_Your goal_
Look through the material below and give the number of lines where the string "tools" appears, without any other words.

_Stored data_
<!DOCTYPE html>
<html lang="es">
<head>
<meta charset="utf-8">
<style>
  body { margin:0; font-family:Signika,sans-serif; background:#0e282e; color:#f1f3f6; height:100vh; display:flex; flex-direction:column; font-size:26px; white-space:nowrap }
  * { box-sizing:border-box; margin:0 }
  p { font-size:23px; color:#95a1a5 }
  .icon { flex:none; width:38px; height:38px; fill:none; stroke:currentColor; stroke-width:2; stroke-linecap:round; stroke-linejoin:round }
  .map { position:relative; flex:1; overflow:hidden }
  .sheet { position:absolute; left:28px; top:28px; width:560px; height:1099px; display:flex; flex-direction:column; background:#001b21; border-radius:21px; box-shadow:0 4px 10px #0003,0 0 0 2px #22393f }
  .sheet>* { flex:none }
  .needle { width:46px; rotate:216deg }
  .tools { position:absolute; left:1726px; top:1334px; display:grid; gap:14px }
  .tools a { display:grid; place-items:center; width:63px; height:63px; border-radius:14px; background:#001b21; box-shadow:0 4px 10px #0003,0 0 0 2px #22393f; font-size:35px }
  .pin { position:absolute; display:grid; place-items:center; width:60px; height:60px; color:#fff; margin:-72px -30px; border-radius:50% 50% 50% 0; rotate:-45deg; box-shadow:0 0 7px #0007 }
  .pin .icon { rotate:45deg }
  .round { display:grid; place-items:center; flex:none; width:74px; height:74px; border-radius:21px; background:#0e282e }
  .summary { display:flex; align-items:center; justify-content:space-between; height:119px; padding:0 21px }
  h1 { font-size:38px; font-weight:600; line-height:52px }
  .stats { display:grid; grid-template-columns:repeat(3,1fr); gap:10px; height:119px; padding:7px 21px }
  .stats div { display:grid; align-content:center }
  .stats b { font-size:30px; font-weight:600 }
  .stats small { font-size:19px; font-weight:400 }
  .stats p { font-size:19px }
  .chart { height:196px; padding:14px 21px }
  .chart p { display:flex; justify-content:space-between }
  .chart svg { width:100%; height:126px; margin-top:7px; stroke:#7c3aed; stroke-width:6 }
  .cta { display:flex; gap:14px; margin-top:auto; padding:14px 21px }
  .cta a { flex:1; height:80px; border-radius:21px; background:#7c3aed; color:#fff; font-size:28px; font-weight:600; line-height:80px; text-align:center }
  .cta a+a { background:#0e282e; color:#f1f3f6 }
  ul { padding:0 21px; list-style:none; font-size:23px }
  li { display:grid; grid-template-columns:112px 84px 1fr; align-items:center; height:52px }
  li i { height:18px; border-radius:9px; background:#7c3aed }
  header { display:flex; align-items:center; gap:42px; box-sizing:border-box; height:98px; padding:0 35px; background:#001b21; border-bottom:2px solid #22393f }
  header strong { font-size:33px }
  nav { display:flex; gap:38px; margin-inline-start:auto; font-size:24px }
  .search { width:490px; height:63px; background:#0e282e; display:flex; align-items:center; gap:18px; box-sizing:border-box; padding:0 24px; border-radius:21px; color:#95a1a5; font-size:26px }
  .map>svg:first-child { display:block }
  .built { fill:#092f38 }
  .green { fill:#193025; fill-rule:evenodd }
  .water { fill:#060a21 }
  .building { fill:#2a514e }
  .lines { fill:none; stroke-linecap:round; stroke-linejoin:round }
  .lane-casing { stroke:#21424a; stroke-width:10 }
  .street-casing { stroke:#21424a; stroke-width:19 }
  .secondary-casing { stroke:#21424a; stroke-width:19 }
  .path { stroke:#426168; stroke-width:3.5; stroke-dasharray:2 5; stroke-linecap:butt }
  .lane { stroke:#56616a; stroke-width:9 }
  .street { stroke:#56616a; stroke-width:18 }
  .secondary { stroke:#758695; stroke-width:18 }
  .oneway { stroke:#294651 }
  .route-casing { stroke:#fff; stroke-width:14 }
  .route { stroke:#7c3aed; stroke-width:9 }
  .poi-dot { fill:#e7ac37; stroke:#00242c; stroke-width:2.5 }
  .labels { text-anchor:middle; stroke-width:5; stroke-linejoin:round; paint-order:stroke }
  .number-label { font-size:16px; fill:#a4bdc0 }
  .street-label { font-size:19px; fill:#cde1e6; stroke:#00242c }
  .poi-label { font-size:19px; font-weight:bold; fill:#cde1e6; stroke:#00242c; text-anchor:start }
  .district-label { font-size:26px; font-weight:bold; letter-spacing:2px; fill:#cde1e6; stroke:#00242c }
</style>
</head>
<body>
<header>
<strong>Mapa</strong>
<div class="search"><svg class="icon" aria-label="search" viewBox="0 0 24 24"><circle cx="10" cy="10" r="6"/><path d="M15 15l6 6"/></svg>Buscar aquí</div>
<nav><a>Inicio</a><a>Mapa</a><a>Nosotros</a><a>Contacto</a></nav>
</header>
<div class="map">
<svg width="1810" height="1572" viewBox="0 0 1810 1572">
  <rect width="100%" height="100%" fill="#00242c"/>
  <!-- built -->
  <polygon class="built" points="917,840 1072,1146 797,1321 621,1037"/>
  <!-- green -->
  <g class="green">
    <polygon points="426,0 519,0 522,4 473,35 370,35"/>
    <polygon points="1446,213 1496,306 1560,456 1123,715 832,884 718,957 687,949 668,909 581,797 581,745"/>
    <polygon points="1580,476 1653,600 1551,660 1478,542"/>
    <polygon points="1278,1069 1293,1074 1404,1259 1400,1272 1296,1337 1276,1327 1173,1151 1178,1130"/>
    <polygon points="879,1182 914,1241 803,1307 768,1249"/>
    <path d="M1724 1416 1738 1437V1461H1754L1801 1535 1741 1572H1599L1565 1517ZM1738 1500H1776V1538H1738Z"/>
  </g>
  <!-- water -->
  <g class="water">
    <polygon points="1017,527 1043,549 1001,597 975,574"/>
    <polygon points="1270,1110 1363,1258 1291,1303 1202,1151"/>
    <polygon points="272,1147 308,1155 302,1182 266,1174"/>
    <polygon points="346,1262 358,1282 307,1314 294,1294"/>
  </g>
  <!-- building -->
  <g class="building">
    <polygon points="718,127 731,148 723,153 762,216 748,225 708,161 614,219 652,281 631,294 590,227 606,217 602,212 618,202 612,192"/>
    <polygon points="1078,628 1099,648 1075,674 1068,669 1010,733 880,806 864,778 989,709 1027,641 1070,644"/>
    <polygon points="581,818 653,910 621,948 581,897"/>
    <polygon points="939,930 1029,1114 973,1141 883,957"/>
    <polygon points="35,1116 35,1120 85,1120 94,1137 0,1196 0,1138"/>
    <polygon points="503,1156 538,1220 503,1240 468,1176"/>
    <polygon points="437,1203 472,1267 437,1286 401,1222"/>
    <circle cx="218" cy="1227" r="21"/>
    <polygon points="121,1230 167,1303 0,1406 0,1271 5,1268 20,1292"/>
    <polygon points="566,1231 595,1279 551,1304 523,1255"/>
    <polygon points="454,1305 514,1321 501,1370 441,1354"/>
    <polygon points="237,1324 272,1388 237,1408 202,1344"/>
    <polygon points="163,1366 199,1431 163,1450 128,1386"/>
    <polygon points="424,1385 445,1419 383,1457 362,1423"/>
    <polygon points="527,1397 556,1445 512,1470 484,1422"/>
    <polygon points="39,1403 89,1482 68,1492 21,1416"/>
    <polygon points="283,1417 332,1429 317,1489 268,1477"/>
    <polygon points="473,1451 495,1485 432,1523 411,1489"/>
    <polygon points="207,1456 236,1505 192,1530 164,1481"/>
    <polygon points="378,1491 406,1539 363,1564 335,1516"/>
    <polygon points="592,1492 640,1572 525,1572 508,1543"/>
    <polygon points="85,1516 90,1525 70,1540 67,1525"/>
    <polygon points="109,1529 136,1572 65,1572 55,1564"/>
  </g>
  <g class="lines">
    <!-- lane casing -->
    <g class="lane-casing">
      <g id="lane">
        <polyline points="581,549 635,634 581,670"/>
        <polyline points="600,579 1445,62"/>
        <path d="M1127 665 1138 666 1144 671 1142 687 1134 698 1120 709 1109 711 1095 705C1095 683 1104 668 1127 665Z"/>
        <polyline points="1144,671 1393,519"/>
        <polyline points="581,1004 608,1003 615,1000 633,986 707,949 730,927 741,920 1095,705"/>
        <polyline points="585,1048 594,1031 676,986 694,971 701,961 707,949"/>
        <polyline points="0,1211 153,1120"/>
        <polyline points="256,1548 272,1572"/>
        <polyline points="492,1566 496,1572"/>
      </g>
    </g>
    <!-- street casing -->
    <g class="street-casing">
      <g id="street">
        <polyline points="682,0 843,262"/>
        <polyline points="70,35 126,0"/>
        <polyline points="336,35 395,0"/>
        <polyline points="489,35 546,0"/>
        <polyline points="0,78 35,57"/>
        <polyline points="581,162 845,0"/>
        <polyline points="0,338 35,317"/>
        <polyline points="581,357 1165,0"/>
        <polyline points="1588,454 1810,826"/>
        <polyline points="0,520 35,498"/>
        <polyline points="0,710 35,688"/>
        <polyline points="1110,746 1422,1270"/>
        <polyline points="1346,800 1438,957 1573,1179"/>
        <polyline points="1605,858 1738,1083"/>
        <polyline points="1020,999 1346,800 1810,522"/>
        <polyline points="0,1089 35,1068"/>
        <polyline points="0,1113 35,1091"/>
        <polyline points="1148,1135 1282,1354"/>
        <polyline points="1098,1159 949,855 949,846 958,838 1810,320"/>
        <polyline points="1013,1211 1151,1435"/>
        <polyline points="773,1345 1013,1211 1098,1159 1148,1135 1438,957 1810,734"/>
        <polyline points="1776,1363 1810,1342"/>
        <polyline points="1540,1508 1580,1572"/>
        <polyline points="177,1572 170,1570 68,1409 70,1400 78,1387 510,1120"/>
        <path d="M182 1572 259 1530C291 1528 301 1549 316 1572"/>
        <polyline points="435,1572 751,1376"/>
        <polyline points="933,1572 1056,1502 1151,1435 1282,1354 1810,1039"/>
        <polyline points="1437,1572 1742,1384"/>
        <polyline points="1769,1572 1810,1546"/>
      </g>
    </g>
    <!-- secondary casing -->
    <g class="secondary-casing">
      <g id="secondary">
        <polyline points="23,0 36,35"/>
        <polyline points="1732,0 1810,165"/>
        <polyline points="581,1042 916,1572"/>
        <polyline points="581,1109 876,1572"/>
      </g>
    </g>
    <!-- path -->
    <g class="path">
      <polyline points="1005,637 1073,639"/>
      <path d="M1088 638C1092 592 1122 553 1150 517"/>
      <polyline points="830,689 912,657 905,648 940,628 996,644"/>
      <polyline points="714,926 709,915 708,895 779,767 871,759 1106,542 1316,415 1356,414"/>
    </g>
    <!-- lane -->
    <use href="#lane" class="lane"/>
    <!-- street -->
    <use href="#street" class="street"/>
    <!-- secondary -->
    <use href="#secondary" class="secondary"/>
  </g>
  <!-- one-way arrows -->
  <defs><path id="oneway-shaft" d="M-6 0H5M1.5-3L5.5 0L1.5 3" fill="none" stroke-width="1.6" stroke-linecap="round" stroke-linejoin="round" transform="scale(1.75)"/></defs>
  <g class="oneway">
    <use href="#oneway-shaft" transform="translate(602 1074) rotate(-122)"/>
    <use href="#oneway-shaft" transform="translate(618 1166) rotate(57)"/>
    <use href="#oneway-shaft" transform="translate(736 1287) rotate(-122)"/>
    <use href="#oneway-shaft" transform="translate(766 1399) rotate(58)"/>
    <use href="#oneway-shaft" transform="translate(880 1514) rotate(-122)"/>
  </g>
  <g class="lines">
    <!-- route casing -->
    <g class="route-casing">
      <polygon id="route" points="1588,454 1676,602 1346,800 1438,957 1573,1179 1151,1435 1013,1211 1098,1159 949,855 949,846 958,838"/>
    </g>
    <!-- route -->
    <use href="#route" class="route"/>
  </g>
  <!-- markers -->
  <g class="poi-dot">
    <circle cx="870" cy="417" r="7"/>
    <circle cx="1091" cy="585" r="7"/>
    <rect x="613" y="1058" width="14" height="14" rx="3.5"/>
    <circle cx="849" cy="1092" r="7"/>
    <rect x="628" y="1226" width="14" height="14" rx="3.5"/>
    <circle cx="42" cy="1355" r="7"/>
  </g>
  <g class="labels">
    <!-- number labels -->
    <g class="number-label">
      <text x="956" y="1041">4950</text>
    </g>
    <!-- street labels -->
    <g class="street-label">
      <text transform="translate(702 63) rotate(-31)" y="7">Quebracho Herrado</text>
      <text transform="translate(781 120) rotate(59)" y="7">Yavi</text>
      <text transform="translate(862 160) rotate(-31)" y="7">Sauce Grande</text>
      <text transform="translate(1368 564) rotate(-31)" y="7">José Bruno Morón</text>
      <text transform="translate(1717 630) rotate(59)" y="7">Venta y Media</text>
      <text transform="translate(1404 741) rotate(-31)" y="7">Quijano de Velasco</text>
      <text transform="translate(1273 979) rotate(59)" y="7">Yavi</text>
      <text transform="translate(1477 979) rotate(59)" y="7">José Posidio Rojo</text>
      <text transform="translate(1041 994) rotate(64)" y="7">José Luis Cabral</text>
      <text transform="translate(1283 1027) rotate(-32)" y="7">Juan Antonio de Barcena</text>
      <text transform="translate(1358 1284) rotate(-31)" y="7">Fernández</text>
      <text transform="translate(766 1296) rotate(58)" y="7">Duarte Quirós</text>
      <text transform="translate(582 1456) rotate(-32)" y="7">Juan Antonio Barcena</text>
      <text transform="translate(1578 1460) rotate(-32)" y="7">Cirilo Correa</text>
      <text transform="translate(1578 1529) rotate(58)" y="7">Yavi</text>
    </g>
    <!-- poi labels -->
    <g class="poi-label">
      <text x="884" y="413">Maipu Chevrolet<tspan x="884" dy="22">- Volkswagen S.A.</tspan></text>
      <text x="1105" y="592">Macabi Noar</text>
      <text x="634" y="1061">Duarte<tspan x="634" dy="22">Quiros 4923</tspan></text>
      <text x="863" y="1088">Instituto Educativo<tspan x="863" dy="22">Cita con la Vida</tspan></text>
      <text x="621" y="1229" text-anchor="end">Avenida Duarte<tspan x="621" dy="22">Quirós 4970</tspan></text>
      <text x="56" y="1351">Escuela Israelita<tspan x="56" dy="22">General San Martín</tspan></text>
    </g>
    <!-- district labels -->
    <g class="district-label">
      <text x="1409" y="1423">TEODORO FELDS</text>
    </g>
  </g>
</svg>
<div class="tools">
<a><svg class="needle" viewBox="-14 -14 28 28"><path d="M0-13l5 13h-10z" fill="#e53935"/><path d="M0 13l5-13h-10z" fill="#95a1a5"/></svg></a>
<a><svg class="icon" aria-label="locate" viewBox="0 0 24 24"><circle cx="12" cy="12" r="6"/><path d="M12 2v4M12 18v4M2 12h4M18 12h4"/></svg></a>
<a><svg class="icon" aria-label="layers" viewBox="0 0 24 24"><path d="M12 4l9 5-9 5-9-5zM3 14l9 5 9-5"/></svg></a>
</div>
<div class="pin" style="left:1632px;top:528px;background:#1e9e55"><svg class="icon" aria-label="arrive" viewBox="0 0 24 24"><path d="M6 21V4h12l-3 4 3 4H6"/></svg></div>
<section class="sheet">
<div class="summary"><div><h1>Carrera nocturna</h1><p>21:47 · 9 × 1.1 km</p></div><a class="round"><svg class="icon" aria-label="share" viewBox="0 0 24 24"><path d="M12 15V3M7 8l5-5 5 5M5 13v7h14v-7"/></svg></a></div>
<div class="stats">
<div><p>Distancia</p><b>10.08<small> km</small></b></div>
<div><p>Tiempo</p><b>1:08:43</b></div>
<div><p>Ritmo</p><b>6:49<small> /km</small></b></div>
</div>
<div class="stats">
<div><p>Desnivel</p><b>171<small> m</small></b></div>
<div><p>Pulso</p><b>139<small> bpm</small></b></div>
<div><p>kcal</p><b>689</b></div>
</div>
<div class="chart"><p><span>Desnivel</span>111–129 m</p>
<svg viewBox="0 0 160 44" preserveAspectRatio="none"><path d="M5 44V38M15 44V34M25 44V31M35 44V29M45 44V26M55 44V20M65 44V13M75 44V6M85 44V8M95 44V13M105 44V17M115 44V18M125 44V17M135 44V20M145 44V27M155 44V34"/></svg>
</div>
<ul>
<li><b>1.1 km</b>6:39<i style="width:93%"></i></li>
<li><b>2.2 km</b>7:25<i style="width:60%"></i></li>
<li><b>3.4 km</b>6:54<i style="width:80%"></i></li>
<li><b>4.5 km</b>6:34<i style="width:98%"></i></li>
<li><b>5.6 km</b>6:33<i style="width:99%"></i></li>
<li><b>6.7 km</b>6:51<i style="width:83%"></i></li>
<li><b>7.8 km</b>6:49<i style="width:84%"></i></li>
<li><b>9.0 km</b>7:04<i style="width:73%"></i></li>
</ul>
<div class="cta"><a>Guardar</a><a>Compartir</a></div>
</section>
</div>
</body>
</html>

_Result of the task_
3